Пока говорил с медведем, припоминал слова Твёрда, которые, кажется, уже в другой жизни слышал. А говорил волхв о том, что кроме разговоров со зверями, сможет он с помощью живоцветов раны лечить. С людьми у него не получалось, хотя, когда тот же лиходей Дан задохнулся от проклятия, он даже и не вспомнил о словах волхва, а теперь вот, мучения косолапого увидел и само всплыло.
— Ладно уж, — попыхтев нехотя прорычал медведь. — Вижу, что ты не такой, вон и меч у тебя, а не кидаешься увечного богатыря добивать.
— Это ты-то богатырь?
— А как же? У меня и имя богатырское: Потап Косматьич.
— Вот уж сколько живу, а медведей-богатырей не встречал.
— Мало живёшь, потому и видел немного. Ты поменьше болтай да гляди побольше, коли в лекарском деле понимаешь.

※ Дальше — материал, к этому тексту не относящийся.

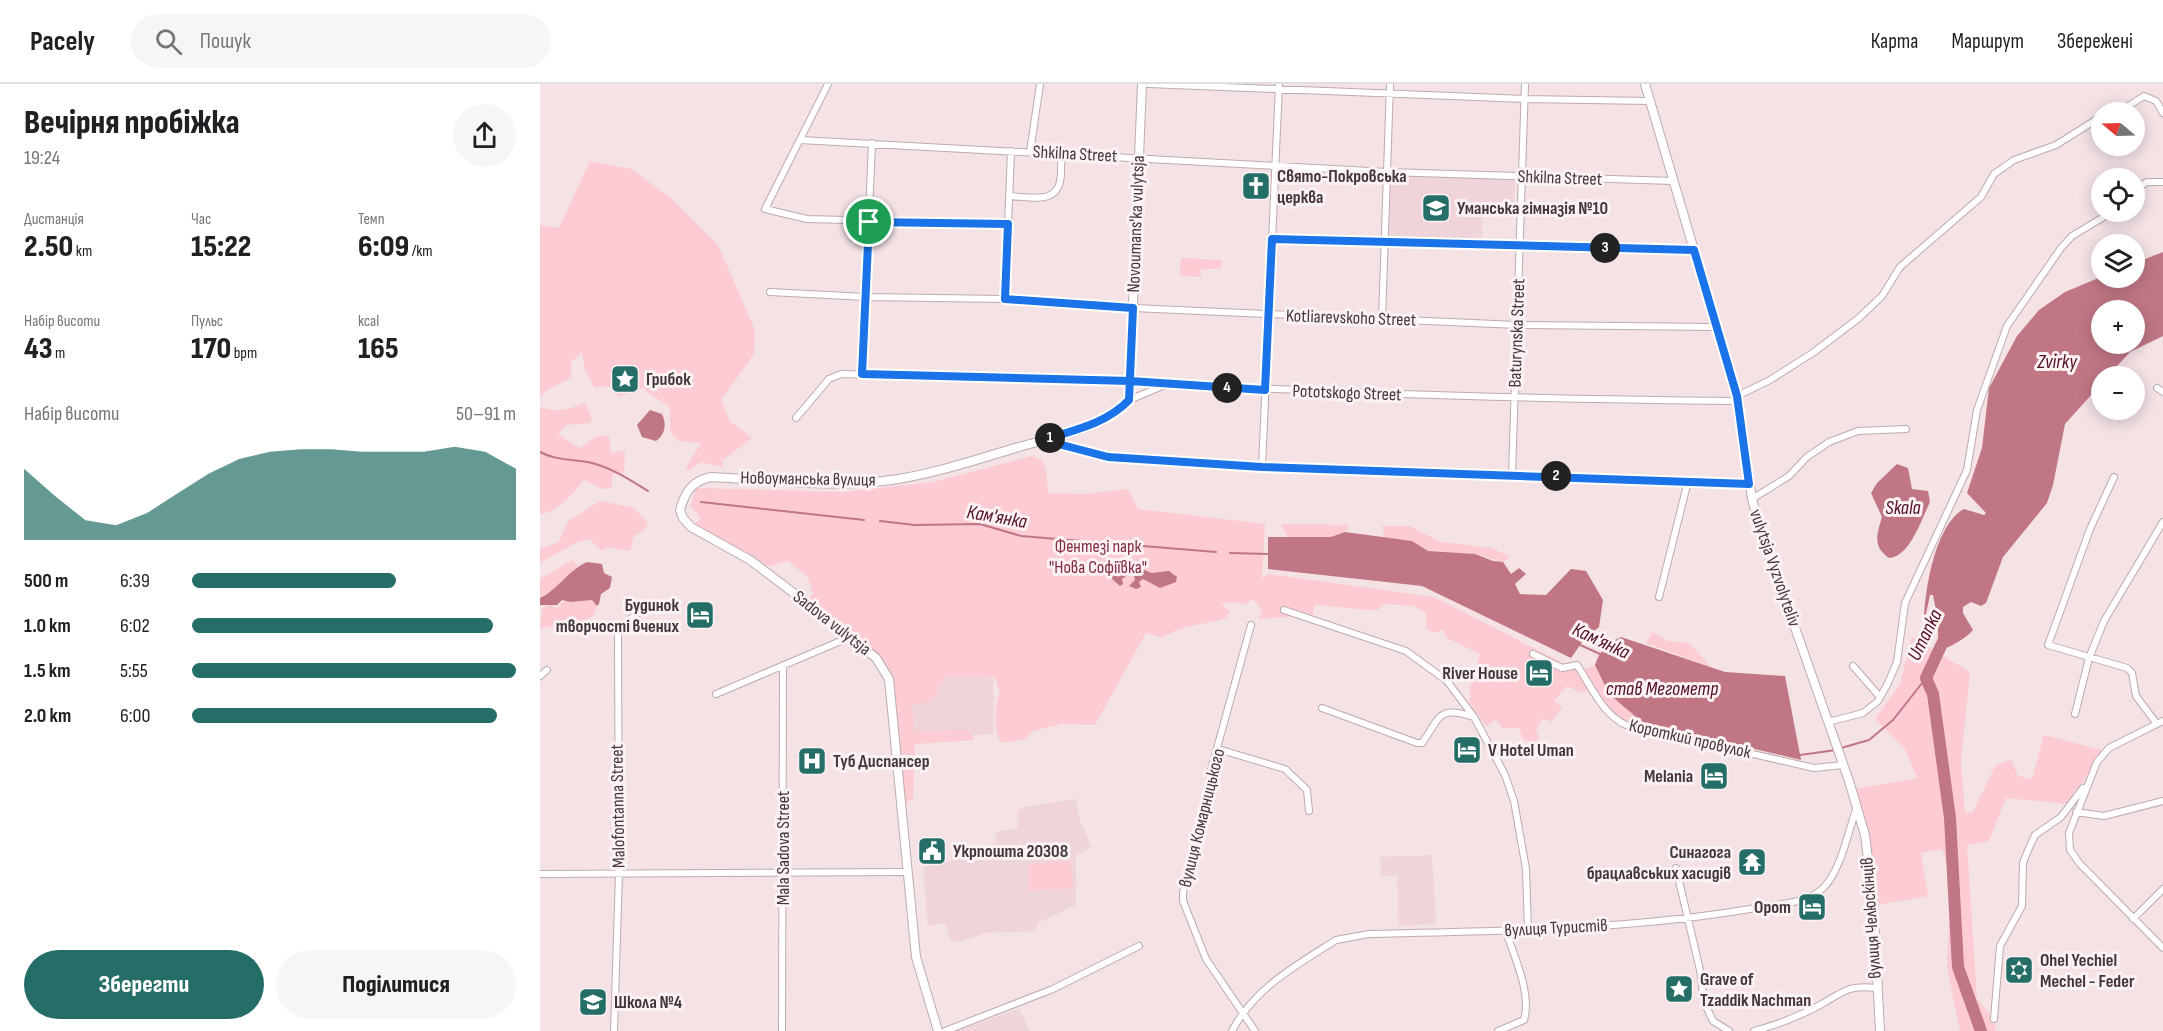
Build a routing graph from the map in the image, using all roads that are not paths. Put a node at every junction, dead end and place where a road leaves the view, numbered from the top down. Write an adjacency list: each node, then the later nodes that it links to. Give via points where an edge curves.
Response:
1 (828, 84): 15 (street)
2 (1040, 84): 18 (street)
3 (1142, 84): 20 (street, Novoumans'ka vulytsja)
4 (1148, 84): 8 (street)
5 (1390, 84): 9 (street)
6 (1525, 84): 10 (street, Baturynska Street)
7 (1645, 84): 11 (street, vulytsja Vyzvolyteliv)
8 (1279, 87): 9 (street); 21 (street)
9 (1389, 93): 10 (street); 22 (street)
10 (1525, 99): 11 (street); 23 (street, Baturynska Street)
11 (1649, 101): 24 (street, vulytsja Vyzvolyteliv)
12 (2135, 102): 13 (street, via 2144,96 2156,101)
13 (2163, 113)
14 (2091, 123): 47 (street, via 2056,145 2014,160 1994,174 1981,197 1900,267 1882,296 1860,318 1814,352)
15 (800, 140): 16 (street, Shkilna Street); 28 (street, via 765,209 807,219)
16 (872, 144): 17 (street, Shkilna Street); 28 (street)
17 (1011, 151): 18 (street, Shkilna Street); 27 (street)
18 (1030, 152): 19 (street, Shkilna Street)
19 (1066, 154): 20 (street, Shkilna Street); 27 (street, via 1061,160 1061,182 1053,194 1045,198)
20 (1139, 157): 21 (street, Shkilna Street); 38 (street, Novoumans'ka vulytsja)
21 (1273, 164): 22 (street, Shkilna Street); 31 (street)
22 (1387, 172): 23 (street, Shkilna Street); 32 (street)
23 (1522, 177): 24 (street, Shkilna Street); 33 (street, Baturynska Street)
24 (1673, 181): 34 (street, vulytsja Vyzvolyteliv)
25 (2163, 182): 26 (street)
26 (2145, 183)
27 (1009, 196): 30 (street)
28 (869, 222): 30 (street); 36 (street)
29 (2096, 222): 73 (street, via 2061,248 2007,326 1977,410 1967,470 1905,603 1897,662)
30 (1008, 224): 37 (street)
31 (1272, 239): 32 (street); 39 (street)
32 (1384, 242): 33 (street); 40 (street)
33 (1520, 246): 34 (street); 41 (street, Baturynska Street)
34 (1694, 250): 42 (street, vulytsja Vyzvolyteliv)
35 (770, 292): 36 (street, Kotliarevskoho Street)
36 (866, 297): 37 (street, Kotliarevskoho Street); 43 (street)
37 (1005, 299): 38 (street, Kotliarevskoho Street)
38 (1133, 308): 39 (street, Kotliarevskoho Street); 44 (street, Novoumans'ka vulytsja)
39 (1269, 315): 40 (street, Kotliarevskoho Street); 46 (street)
40 (1382, 320): 41 (street, Kotliarevskoho Street)
41 (1517, 325): 42 (street, Kotliarevskoho Street); 48 (street, Baturynska Street)
42 (1716, 327): 47 (street, vulytsja Vyzvolyteliv)
43 (862, 374): 44 (street, Pototskogo Street); 50 (street, Pototskogo Street, via 840,374 829,379)
44 (1130, 381): 45 (street, Pototskogo Street); 49 (street, Novoumans'ka vulytsja)
45 (1165, 385): 46 (street, Pototskogo Street); 49 (street)
46 (1265, 390): 48 (street, Pototskogo Street); 53 (street)
47 (1737, 398): 48 (street, Pototskogo Street); 57 (street, vulytsja Vyzvolyteliv)
48 (1515, 399): 54 (street, Baturynska Street)
49 (1129, 400): 52 (street, Новоуманська вулиця, via 1119,411 1096,423)
50 (796, 418)
51 (1906, 429): 59 (street, via 1858,431 1829,442 1789,476)
52 (1043, 440): 53 (street, via 1108,457); 58 (street, Новоуманська вулиця, via 960,466 897,480 849,484 711,477 697,480)
53 (1262, 467): 54 (street)
54 (1512, 474): 56 (street)
55 (2114, 477): 67 (street, via 2090,529 2048,645)
56 (1688, 481): 57 (street); 61 (street)
57 (1749, 484): 59 (street, vulytsja Vyzvolyteliv)
58 (690, 487): 65 (street, Sadova vulytsja, via 680,510 691,526 750,560)
59 (1752, 499): 77 (street, vulytsja Vyzvolyteliv)
60 (2163, 522): 67 (street, via 2104,621)
61 (1659, 597)
62 (659, 603): 89 (street, Malofontanna Street, via 638,612 618,634)
63 (1284, 610): 76 (street, via 1406,651 1447,681)
64 (1251, 625): 79 (street, вулиця Комарницького)
65 (850, 637): 68 (street); 87 (street, Sadova vulytsja, via 876,658 889,679)
66 (1533, 654): 80 (street, Короткий провулок, via 1562,668 1577,666 1606,710 1626,725 1814,768)
67 (2089, 658): 75 (street); 78 (street, via 2127,668 2132,673 2136,696)
68 (783, 665): 72 (street); 90 (street, Mala Sadova Street)
69 (1853, 666): 73 (street)
70 (547, 670): 71 (street)
71 (540, 676)
72 (716, 694)
73 (1880, 697): 77 (street, via 1863,713)
74 (1322, 708): 76 (street, via 1417,743 1422,743 1441,714 1450,711)
75 (2075, 714)
76 (1474, 717): 94 (street, via 1505,775 1519,814)
77 (1828, 722): 80 (street, vulytsja Vyzvolyteliv)
78 (2160, 722): 81 (street, via 2109,748)
79 (1218, 749): 84 (street, via 1285,769 1307,790); 99 (street, вулиця Комарницького, via 1183,901 1206,959)
80 (1842, 762): 83 (street, вулиця Челюскінців)
81 (2087, 783): 85 (street); 100 (street, via 2061,817 2035,835 2023,863 2022,906 2000,946)
82 (2163, 801): 85 (street, via 2104,816)
83 (1857, 806): 93 (street, вулиця Туристів, via 1842,853 1822,890 1803,900); 98 (street, вулиця Челюскінців, via 1873,899)
84 (1309, 811)
85 (2076, 812): 92 (street, via 2069,833 2070,850)
86 (1676, 868): 93 (street)
87 (906, 872): 90 (street); 103 (street, Sadova vulytsja, via 916,957)
88 (540, 874): 89 (street)
89 (619, 874): 90 (street); 101 (street, Malofontanna Street)
90 (784, 874): 102 (street, Mala Sadova Street)
91 (2163, 889): 92 (street)
92 (2133, 919): 97 (street)
93 (1687, 920): 94 (street, вулиця Туристів); 108 (street, via 1704,1002 1713,1021)
94 (1528, 930): 95 (street, вулиця Туристів)
95 (1506, 931): 99 (street, вулиця Туристів, via 1369,934 1336,940 1257,994); 107 (street, via 1525,996 1526,1014 1524,1020)
96 (1139, 946): 104 (street, via 1053,989)
97 (2163, 948)
98 (1875, 988): 109 (street, via 1844,988 1821,1005); 110 (street, вулиця Челюскінців)
99 (1242, 1011): 105 (street, вулиця Туристів); 106 (street, вулиця Комарницького)
100 (1994, 1019)
101 (614, 1031)
102 (782, 1031)
103 (938, 1031)
104 (945, 1031)
105 (1232, 1031)
106 (1255, 1031)
107 (1497, 1031)
108 (1729, 1031)
109 (1754, 1031)
110 (1880, 1031)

Ждан, пока разговаривал, тихонько осматривал рану, стараясь не касаться, чтобы не причинить боли. Даже на первый взгляд понятно было, что дело плохо — из раны торчали осколки перерубленной топором кости, если оставить как есть, мишке конец придёт.
— Ты если больно станет не торопись меня лапой бить, — попросил Ждан, прикладывая руки к лапе.
— Ладно уж, — недовольно отозвался медведь.
Ждан с удивлением отметил, что как только он обхватил лапу в груди, будто ещё одно сердце забилось и жарко стало как в бане. Жар был и когда его ведьма пыталась зачаровать, но тогда жгло изнутри будто углями, а теперь словно солнечные лучи по жилам заструились. Он даже зажмурился от неожиданности и с удивлением обнаружил, что через закрытые веки видит, как золотое свечение из груди вливается в руки и будто бы напитывает изрубленную лапу. Попытался усилить или пригасить свечение — ничего не вышло, живоцвет или ум, который он питал, похоже, и без десятника прекрасно понимали, что делать.
Закончилось всё неожиданно — только что лился из рук золотой свет и вот уже сияние в груди погасло и Ждан, открыв глаза, с удивлением увидел, что держит в руках совершенно здоровую медвежью лапищу, разве что старый рубец виден сквозь поредевшую шерсть.